**Instructions for the task:** Copy each line of the entries beneath that contains the word "true".

**Excerpted records:**

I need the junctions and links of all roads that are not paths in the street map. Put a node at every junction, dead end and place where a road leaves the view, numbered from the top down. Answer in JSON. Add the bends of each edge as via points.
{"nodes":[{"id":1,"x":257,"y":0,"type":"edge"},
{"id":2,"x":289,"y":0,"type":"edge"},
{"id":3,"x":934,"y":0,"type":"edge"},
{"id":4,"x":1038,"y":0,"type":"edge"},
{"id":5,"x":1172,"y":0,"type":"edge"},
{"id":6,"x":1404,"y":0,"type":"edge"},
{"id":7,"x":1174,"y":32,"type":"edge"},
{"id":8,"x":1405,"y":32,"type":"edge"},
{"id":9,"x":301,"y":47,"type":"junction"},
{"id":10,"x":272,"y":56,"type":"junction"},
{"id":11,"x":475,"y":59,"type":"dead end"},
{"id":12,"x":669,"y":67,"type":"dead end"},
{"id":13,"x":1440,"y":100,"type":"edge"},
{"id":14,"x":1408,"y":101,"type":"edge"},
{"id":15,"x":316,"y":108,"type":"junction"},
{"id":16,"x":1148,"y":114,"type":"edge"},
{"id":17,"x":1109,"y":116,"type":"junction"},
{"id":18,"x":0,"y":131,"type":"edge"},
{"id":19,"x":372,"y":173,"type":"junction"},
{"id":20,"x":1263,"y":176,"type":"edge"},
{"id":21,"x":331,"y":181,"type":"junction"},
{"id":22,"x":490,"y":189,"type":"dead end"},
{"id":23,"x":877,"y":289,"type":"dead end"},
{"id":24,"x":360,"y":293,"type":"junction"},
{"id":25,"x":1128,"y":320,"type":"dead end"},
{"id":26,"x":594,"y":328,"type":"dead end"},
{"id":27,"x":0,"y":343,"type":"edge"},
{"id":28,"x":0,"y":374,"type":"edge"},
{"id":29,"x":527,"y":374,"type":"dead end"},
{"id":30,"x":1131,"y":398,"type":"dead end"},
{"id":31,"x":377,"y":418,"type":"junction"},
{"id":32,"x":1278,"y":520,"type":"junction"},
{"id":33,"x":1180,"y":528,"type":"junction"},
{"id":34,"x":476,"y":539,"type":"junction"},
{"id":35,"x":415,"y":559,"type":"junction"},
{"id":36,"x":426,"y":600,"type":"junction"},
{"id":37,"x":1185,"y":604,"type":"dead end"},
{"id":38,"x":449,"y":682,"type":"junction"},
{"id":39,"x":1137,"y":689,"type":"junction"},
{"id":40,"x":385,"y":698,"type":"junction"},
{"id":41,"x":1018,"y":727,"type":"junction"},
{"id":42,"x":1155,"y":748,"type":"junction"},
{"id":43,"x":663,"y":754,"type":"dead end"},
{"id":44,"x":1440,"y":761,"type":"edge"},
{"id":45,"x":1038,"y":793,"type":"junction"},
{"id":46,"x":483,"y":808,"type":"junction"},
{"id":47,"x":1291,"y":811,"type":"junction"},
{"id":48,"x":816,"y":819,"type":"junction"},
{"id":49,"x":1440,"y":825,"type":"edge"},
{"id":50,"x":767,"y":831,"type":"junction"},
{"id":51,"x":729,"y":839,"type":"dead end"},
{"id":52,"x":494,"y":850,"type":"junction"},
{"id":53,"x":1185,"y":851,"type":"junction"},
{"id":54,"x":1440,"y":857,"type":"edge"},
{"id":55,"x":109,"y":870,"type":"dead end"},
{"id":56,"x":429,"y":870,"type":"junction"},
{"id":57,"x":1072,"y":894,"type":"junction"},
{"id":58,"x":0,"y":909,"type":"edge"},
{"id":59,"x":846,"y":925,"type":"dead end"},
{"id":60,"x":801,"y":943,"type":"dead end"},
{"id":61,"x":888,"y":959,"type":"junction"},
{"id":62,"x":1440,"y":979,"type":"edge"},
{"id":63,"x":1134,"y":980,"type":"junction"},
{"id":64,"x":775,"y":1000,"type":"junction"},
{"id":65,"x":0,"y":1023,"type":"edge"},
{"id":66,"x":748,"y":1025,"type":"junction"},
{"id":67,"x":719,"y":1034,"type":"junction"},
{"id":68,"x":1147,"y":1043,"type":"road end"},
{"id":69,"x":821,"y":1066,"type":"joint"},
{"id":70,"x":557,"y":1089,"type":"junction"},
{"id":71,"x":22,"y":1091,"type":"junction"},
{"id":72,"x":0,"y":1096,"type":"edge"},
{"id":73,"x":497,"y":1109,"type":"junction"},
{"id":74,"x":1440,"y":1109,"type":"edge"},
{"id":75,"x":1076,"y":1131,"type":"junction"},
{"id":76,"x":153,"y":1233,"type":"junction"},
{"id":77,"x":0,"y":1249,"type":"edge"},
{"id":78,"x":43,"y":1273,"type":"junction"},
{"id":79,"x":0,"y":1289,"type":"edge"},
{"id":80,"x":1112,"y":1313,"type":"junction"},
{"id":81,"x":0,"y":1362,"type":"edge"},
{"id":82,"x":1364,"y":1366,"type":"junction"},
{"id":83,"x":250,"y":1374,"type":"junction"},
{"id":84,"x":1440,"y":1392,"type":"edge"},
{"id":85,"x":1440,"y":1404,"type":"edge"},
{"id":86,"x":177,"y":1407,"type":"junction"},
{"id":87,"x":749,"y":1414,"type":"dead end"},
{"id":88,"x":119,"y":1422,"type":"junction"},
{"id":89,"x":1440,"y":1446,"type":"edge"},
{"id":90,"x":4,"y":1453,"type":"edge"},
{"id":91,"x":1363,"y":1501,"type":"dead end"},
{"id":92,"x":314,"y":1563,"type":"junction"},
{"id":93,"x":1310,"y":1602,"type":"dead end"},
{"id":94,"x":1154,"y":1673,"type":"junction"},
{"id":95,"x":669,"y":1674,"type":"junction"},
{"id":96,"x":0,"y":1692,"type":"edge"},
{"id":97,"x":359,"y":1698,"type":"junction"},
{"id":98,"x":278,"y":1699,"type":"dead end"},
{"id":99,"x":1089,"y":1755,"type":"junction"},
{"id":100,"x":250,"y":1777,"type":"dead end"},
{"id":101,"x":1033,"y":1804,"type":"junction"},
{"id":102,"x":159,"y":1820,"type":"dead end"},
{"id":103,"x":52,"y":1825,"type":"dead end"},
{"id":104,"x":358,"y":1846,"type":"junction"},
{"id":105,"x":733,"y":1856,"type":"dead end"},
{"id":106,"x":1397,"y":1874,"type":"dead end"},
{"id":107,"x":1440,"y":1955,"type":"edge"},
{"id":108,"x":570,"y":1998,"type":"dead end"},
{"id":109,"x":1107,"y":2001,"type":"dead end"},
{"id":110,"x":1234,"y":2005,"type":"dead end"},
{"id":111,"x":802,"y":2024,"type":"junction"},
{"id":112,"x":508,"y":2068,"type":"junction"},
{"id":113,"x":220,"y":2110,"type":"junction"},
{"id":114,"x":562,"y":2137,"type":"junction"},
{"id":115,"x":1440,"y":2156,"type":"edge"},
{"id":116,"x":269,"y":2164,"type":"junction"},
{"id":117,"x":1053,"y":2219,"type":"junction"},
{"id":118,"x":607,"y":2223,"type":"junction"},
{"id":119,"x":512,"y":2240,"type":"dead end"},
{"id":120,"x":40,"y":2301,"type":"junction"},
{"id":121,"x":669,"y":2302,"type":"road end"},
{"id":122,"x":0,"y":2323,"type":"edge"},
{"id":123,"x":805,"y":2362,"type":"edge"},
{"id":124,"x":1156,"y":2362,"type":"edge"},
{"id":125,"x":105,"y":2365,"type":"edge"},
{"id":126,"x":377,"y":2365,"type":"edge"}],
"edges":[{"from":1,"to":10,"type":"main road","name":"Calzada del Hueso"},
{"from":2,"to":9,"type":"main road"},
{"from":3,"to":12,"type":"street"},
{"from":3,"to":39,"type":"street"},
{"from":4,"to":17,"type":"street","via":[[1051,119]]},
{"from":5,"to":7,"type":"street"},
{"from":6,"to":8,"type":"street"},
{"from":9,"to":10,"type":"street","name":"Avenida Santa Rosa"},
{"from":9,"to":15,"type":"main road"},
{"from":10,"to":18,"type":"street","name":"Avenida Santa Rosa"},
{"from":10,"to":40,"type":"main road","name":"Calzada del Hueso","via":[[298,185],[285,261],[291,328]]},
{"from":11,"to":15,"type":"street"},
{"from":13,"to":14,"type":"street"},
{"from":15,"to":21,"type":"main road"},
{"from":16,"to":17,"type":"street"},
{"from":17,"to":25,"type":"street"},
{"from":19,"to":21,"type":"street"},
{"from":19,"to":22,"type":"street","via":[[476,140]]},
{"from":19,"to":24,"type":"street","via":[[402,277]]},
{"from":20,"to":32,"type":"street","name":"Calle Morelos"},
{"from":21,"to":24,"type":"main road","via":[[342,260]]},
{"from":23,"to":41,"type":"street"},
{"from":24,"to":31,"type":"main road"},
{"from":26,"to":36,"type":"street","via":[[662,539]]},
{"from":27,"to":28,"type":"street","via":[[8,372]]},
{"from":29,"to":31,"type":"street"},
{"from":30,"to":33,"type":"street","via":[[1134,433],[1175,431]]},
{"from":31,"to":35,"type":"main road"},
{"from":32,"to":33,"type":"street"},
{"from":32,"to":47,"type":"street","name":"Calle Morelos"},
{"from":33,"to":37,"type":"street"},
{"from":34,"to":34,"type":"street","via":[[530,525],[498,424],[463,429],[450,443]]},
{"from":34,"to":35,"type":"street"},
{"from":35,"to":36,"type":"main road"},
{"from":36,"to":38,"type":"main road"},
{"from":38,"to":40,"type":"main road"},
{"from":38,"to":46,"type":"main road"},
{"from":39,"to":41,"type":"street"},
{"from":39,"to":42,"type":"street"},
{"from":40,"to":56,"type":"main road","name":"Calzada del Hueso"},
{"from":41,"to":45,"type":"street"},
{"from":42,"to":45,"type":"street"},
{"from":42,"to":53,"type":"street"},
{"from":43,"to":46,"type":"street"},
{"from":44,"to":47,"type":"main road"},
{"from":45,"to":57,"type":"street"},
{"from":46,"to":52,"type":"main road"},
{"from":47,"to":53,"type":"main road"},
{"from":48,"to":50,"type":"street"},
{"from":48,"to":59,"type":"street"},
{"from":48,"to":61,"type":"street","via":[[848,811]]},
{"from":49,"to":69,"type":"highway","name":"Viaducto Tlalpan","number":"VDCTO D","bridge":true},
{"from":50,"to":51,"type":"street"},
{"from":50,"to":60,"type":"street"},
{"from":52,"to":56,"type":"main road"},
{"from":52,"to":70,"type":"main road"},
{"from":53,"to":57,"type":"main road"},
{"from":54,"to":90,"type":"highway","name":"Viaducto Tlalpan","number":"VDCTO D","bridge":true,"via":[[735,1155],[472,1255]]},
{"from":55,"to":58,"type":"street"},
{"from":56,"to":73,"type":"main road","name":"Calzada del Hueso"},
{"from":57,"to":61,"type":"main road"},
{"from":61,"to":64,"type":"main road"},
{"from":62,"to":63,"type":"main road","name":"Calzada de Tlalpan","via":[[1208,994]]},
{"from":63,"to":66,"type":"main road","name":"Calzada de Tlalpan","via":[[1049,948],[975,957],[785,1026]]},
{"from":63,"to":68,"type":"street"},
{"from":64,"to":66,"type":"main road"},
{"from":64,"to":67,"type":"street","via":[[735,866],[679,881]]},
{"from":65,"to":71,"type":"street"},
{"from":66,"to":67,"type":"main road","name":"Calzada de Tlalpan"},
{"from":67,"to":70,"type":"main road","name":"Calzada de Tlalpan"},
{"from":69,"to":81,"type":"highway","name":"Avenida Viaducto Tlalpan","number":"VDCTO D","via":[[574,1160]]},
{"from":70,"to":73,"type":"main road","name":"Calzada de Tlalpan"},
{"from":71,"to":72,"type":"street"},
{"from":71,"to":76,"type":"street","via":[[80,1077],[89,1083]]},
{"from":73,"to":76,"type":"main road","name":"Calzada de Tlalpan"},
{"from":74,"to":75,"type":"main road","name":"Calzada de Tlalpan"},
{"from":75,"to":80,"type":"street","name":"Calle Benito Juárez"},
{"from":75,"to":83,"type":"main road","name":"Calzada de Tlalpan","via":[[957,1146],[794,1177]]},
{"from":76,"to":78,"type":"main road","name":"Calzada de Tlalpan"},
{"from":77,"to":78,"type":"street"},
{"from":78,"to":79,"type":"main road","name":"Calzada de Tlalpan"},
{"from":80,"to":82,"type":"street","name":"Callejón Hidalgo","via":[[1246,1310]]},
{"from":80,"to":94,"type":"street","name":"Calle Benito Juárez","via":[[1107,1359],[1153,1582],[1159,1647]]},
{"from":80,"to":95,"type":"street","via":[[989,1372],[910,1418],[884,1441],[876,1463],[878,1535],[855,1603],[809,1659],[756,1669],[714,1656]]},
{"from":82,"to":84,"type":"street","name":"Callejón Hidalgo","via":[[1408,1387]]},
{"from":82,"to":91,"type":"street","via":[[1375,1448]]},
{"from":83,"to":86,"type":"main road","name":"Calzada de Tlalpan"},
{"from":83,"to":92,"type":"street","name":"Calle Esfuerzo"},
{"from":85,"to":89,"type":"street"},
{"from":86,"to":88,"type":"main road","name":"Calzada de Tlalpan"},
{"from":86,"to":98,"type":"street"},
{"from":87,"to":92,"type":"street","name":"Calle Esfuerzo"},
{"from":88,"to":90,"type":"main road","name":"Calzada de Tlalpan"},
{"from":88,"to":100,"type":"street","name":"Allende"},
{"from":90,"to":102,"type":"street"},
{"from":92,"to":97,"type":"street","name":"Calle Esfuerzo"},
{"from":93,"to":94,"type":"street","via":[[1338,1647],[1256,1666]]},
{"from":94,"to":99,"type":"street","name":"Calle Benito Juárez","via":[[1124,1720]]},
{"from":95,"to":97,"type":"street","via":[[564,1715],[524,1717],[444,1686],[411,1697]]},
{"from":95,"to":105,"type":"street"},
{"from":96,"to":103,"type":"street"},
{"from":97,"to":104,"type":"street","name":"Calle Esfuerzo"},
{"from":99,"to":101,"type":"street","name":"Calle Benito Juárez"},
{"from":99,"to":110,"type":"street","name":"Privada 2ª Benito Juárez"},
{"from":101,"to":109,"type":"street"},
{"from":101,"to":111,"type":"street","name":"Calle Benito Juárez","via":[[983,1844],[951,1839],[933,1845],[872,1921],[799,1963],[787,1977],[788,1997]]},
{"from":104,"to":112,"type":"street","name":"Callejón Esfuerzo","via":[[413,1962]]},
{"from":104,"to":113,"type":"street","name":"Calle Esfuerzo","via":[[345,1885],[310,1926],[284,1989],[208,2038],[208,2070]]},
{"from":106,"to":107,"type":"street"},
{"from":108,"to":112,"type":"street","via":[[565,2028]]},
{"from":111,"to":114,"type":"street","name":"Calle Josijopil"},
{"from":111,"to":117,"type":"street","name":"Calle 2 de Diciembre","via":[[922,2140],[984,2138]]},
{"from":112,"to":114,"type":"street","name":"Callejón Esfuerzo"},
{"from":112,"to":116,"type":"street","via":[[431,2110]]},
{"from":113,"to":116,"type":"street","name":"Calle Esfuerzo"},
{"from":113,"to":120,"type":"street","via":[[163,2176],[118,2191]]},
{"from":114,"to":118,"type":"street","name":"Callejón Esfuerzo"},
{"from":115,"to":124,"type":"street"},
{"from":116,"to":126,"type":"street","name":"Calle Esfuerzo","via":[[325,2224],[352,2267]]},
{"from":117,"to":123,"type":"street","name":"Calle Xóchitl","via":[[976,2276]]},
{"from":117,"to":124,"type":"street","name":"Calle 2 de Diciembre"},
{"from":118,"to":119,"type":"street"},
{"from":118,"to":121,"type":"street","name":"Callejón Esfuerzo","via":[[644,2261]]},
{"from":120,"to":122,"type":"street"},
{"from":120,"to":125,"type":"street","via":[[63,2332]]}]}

**Solution to this problem:**
{"from":49,"to":69,"type":"highway","name":"Viaducto Tlalpan","number":"VDCTO D","bridge":true},
{"from":54,"to":90,"type":"highway","name":"Viaducto Tlalpan","number":"VDCTO D","bridge":true,"via":[[735,1155],[472,1255]]},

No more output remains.